TASK REQUIREMENTS:
Some lines in the material below hold the word "meet". Copy all of them.

RECORDS TO USE:
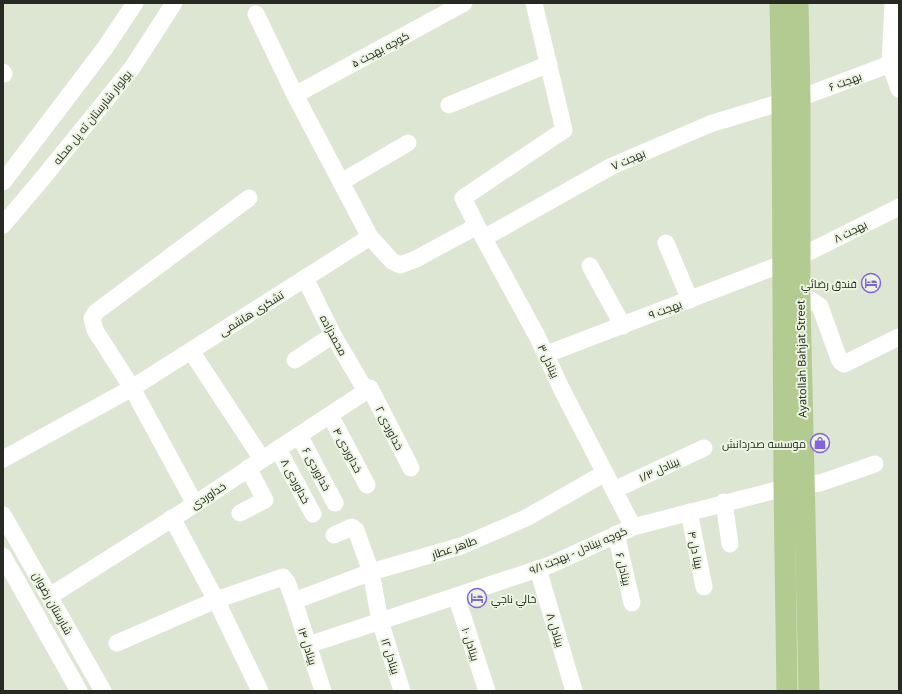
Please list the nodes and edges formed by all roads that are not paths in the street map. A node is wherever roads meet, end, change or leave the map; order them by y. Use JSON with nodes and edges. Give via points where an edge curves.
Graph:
--
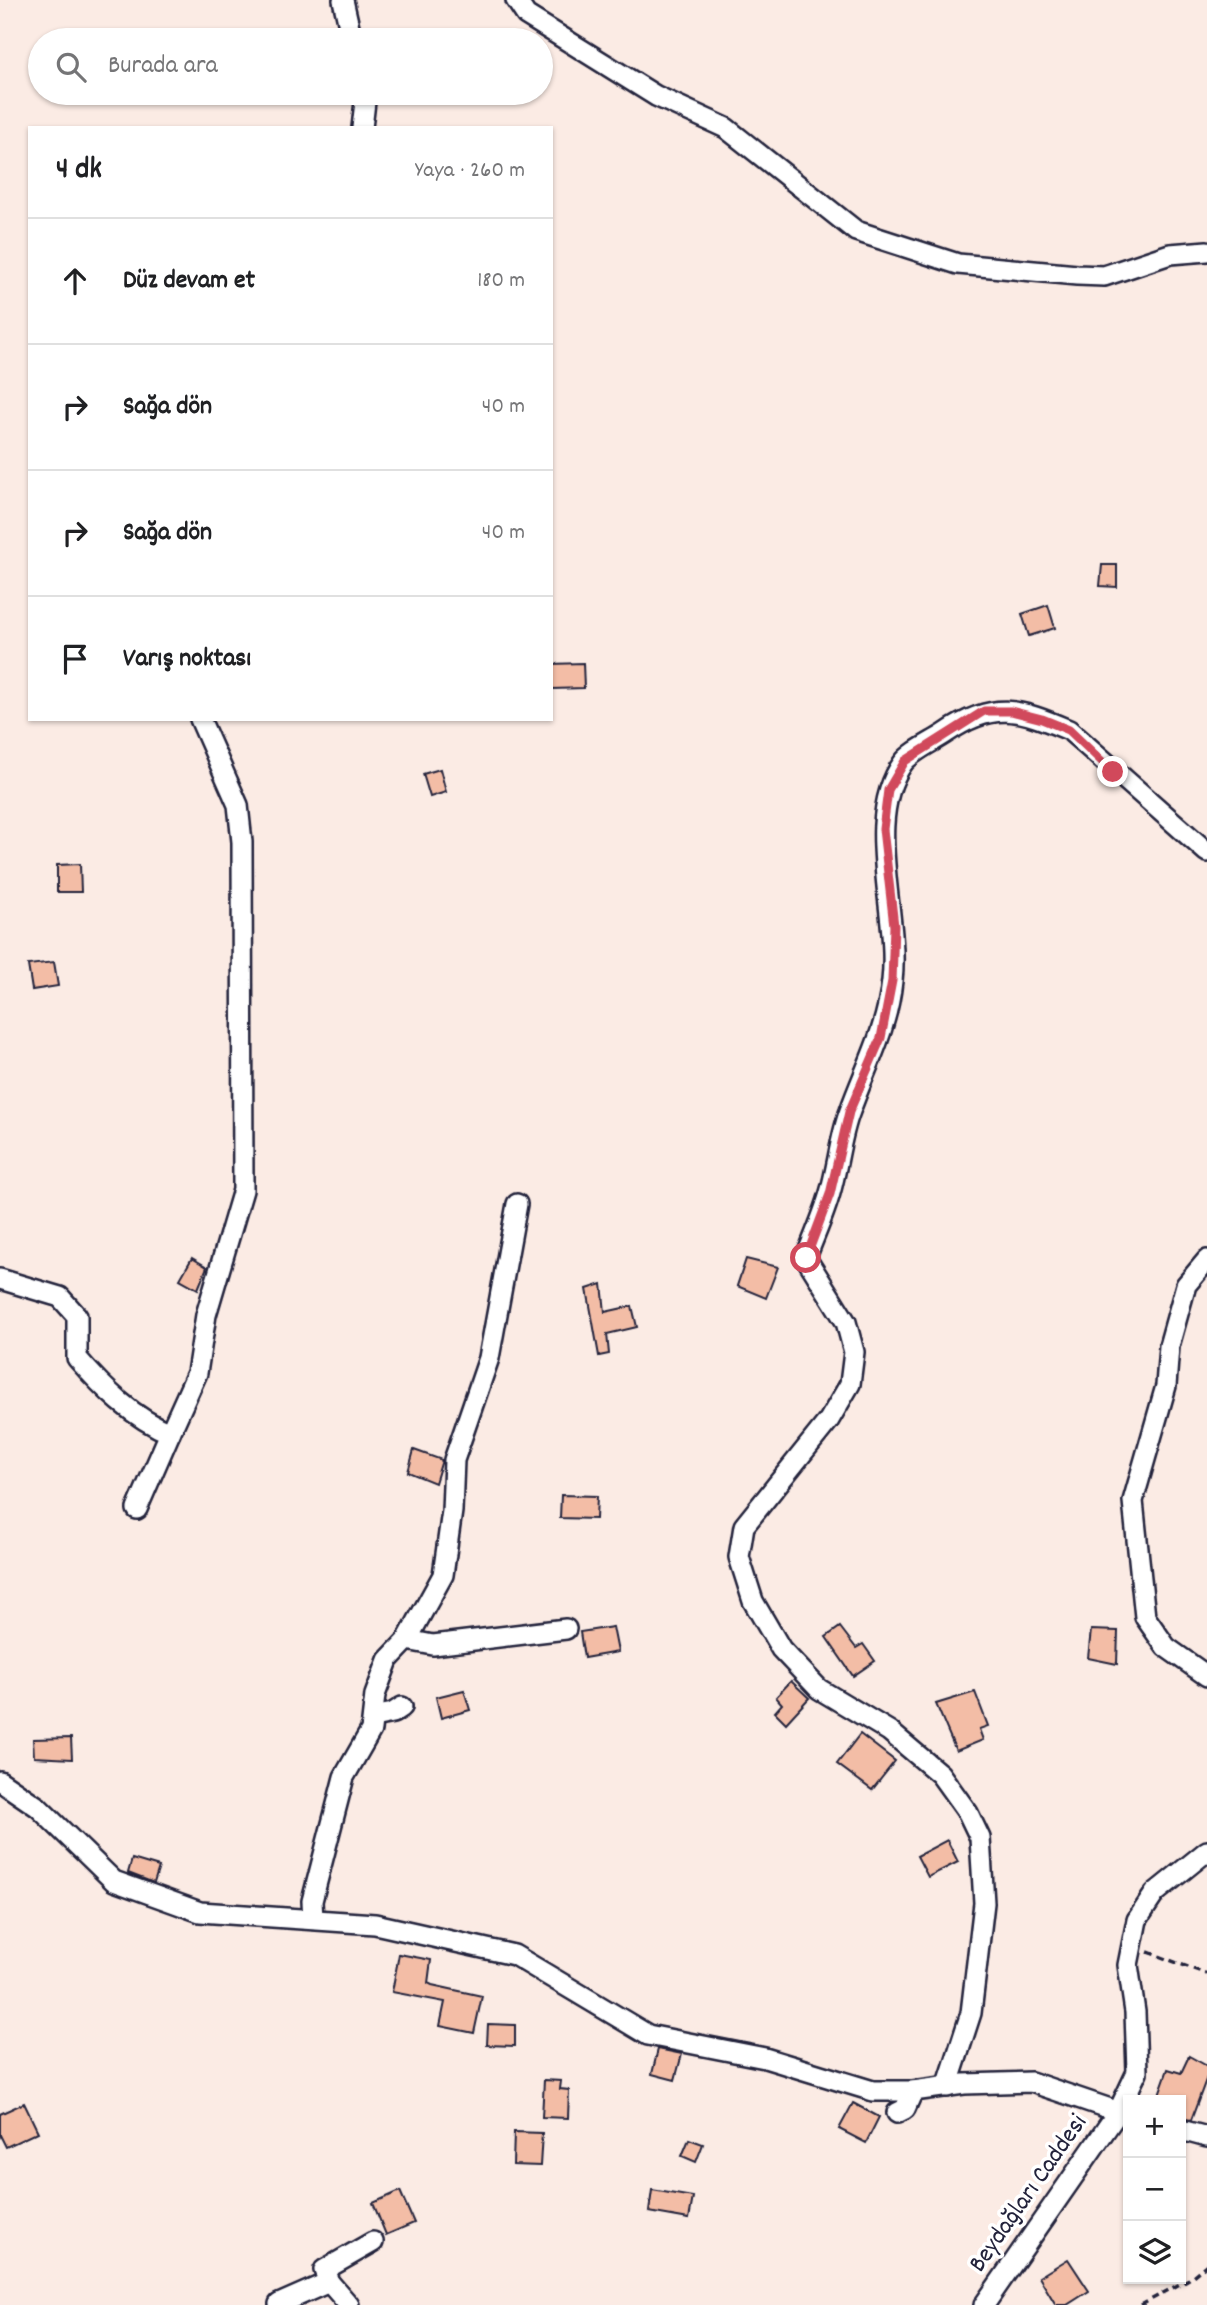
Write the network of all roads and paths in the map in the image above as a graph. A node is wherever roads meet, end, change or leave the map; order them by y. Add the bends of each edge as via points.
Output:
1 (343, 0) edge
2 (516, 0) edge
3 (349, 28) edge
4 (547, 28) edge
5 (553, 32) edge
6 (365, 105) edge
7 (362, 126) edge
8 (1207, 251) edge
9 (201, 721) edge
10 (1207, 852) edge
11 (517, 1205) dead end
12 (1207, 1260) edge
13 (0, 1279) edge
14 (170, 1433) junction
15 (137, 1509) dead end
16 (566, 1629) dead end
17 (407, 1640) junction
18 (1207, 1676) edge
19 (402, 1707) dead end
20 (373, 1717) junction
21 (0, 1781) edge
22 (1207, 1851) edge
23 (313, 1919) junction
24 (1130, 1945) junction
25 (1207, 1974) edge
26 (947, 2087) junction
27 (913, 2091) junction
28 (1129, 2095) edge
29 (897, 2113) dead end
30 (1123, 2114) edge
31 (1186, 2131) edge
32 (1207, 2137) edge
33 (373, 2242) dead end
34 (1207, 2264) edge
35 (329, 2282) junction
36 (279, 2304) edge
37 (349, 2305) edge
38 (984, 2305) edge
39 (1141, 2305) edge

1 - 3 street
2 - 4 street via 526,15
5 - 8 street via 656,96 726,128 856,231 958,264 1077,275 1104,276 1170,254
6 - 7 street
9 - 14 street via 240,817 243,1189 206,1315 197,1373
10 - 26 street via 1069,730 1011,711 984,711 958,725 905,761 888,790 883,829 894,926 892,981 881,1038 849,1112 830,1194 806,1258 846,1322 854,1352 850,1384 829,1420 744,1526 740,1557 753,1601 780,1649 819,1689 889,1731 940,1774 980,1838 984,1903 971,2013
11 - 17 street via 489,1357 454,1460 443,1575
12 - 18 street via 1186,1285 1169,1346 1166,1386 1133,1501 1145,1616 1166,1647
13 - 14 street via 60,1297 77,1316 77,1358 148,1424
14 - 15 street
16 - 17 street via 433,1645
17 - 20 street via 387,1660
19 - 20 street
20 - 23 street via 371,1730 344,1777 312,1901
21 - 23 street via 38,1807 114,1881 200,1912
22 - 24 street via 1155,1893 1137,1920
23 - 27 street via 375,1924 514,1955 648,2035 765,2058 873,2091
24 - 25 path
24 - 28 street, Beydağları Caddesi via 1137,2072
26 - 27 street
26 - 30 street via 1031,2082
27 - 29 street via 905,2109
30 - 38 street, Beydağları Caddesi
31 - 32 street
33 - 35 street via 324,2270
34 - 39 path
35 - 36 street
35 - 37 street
--
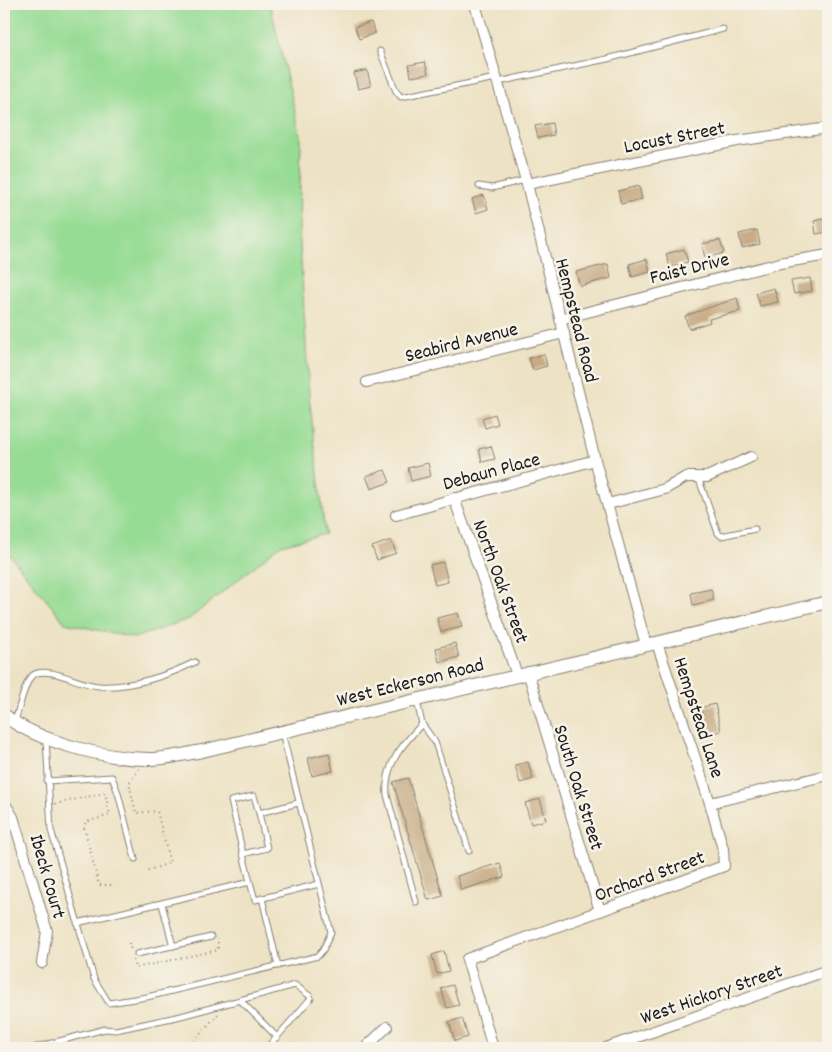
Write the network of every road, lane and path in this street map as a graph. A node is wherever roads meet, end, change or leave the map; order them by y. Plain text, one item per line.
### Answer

RESPONSE TO THE EXERCISE:
Please list the nodes and edges formed by all roads that are not paths in the street map. A node is wherever roads meet, end, change or leave the map; order them by y. Use JSON with nodes and edges. Give via points where an edge curves.
Write the network of all roads and paths in the map in the image above as a graph. A node is wherever roads meet, end, change or leave the map; order them by y. Add the bends of each edge as via points.
Write the network of every road, lane and path in this street map as a graph. A node is wherever roads meet, end, change or leave the map; order them by y. Plain text, one item per line.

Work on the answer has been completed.